What are members allowed to bring into a coworking space?

It depends on the space and its concept. Many coworking spaces allow laptops, personal accessories, and even pets. As long as it fits the community and doesn't disturb others. More unusual requests, like large plants or specialized hardware, are often assessed on a case-by-case basis. Good operators look for solutions before they say no.

How do coworking space managers handle unusual member requests?

Experienced community managers evaluate each request based on whether it fits the overall concept and doesn't negatively impact other members. Rather than reflexively saying no, they look for creative solutions, sometimes that even means testing the motion alarm themselves before a 40-year-old fig tree is allowed to move in.
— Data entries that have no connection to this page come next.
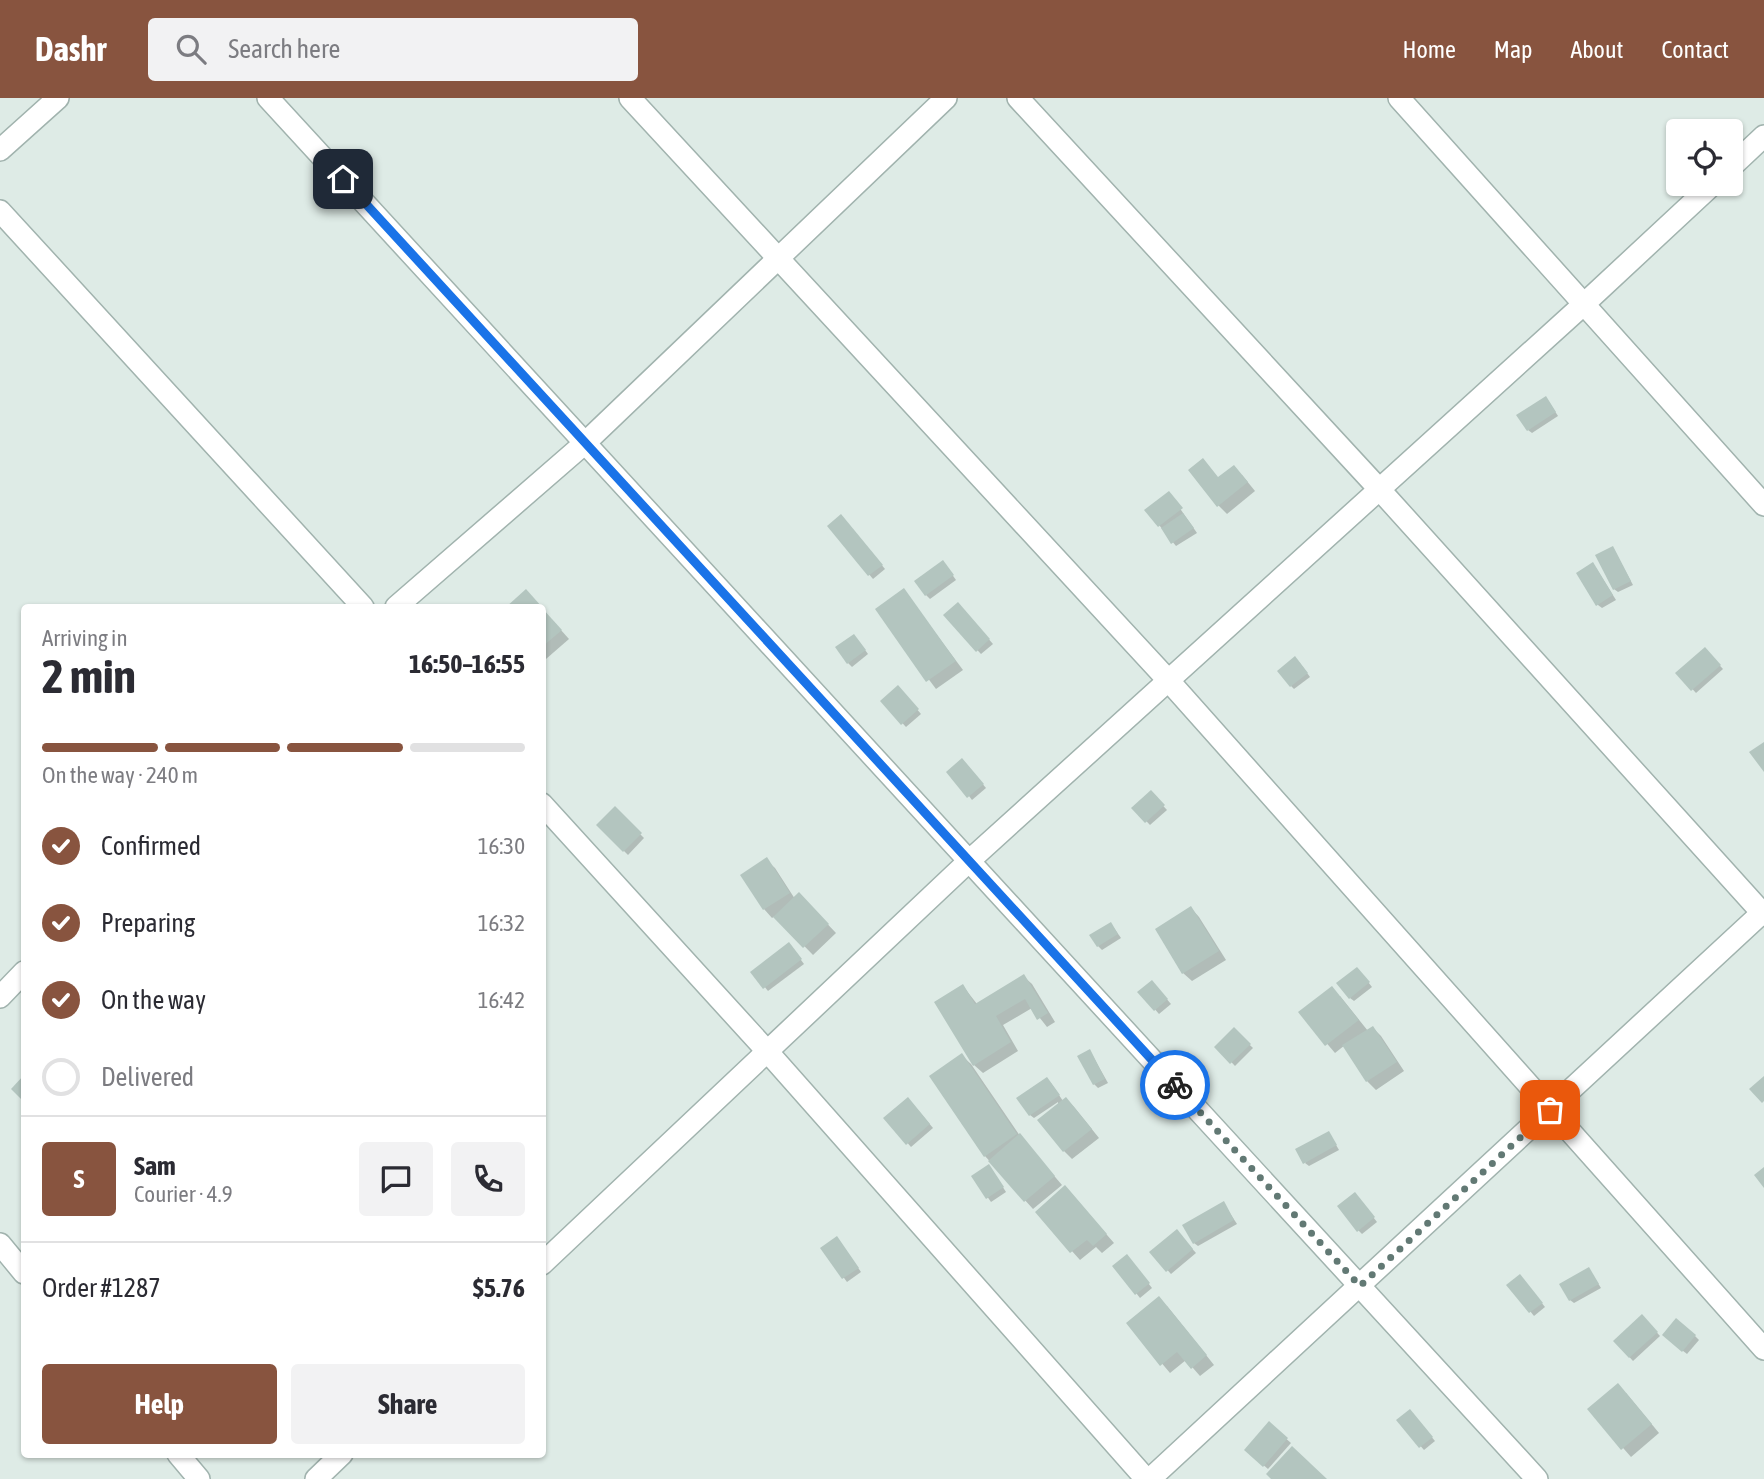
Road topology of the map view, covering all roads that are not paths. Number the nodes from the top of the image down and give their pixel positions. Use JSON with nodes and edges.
{"nodes":[{"id":1,"x":58,"y":98,"type":"edge"},
{"id":2,"x":268,"y":98,"type":"edge"},
{"id":3,"x":630,"y":98,"type":"edge"},
{"id":4,"x":946,"y":98,"type":"edge"},
{"id":5,"x":1018,"y":98,"type":"edge"},
{"id":6,"x":1399,"y":98,"type":"edge"},
{"id":7,"x":1764,"y":136,"type":"edge"},
{"id":8,"x":0,"y":150,"type":"edge"},
{"id":9,"x":1743,"y":156,"type":"edge"},
{"id":10,"x":1700,"y":196,"type":"edge"},
{"id":11,"x":0,"y":211,"type":"edge"},
{"id":12,"x":778,"y":258,"type":"junction"},
{"id":13,"x":1584,"y":304,"type":"junction"},
{"id":14,"x":585,"y":443,"type":"junction"},
{"id":15,"x":1380,"y":490,"type":"junction"},
{"id":16,"x":1764,"y":505,"type":"edge"},
{"id":17,"x":360,"y":604,"type":"edge"},
{"id":18,"x":399,"y":604,"type":"edge"},
{"id":19,"x":1168,"y":680,"type":"junction"},
{"id":20,"x":546,"y":808,"type":"edge"},
{"id":21,"x":969,"y":861,"type":"junction"},
{"id":22,"x":1763,"y":913,"type":"edge"},
{"id":23,"x":21,"y":975,"type":"edge"},
{"id":24,"x":0,"y":997,"type":"edge"},
{"id":25,"x":767,"y":1051,"type":"junction"},
{"id":26,"x":1550,"y":1110,"type":"junction"},
{"id":27,"x":0,"y":1244,"type":"edge"},
{"id":28,"x":546,"y":1260,"type":"edge"},
{"id":29,"x":21,"y":1269,"type":"edge"},
{"id":30,"x":1360,"y":1286,"type":"junction"},
{"id":31,"x":1764,"y":1349,"type":"edge"},
{"id":32,"x":181,"y":1458,"type":"edge"},
{"id":33,"x":338,"y":1458,"type":"edge"},
{"id":34,"x":199,"y":1479,"type":"edge"},
{"id":35,"x":316,"y":1479,"type":"edge"},
{"id":36,"x":1148,"y":1479,"type":"edge"},
{"id":37,"x":1537,"y":1479,"type":"edge"}],
"edges":[{"from":1,"to":8,"type":"street"},
{"from":2,"to":14,"type":"street"},
{"from":3,"to":12,"type":"street"},
{"from":4,"to":12,"type":"street"},
{"from":5,"to":15,"type":"street"},
{"from":6,"to":13,"type":"street"},
{"from":7,"to":9,"type":"street"},
{"from":10,"to":13,"type":"street"},
{"from":11,"to":17,"type":"street"},
{"from":12,"to":14,"type":"street"},
{"from":12,"to":19,"type":"street"},
{"from":13,"to":15,"type":"street"},
{"from":13,"to":16,"type":"street"},
{"from":14,"to":18,"type":"street"},
{"from":14,"to":21,"type":"street"},
{"from":15,"to":19,"type":"street"},
{"from":15,"to":22,"type":"street"},
{"from":19,"to":21,"type":"street"},
{"from":19,"to":26,"type":"street"},
{"from":20,"to":25,"type":"street"},
{"from":21,"to":25,"type":"street"},
{"from":21,"to":30,"type":"street"},
{"from":22,"to":26,"type":"street"},
{"from":23,"to":24,"type":"street"},
{"from":25,"to":28,"type":"street"},
{"from":25,"to":36,"type":"street"},
{"from":26,"to":30,"type":"street"},
{"from":26,"to":31,"type":"street"},
{"from":27,"to":29,"type":"street"},
{"from":30,"to":36,"type":"street"},
{"from":30,"to":37,"type":"street"},
{"from":32,"to":34,"type":"street"},
{"from":33,"to":35,"type":"street"}]}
Are pets allowed in coworking spaces?

More and more coworking spaces are becoming pet-friendly, especially when it comes to dogs. Whether and which animals are permitted varies widely, however. Many operators decide this together with their community because ultimately, it affects every member equally.

What makes a great coworking space community manager?
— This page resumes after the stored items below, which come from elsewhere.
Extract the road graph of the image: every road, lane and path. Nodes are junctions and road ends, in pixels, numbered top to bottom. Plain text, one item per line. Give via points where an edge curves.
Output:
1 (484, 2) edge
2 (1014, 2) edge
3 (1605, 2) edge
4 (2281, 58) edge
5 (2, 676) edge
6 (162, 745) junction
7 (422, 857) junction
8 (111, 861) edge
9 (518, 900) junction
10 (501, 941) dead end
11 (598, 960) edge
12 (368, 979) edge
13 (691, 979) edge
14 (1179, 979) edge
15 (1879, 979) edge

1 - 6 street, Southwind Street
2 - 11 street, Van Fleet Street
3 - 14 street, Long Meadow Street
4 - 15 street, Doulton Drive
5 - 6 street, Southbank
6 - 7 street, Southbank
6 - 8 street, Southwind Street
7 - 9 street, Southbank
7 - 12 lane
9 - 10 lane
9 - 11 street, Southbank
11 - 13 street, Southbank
A great community manager ensures that all members feel comfortable, while balancing individual wishes with the wellbeing of the community as a whole. Empathy, creativity, and a strong sense of the space's identity matter far more than rigid rules.

How do you prevent conflicts in coworking spaces?

Clear but humanely worded guidelines are the foundation. Even more important is open communication: when members feel heard, conflicts are far less likely to arise. Many operators actively involve their community in decisions, around pets, kitchen use, noise levels, and more.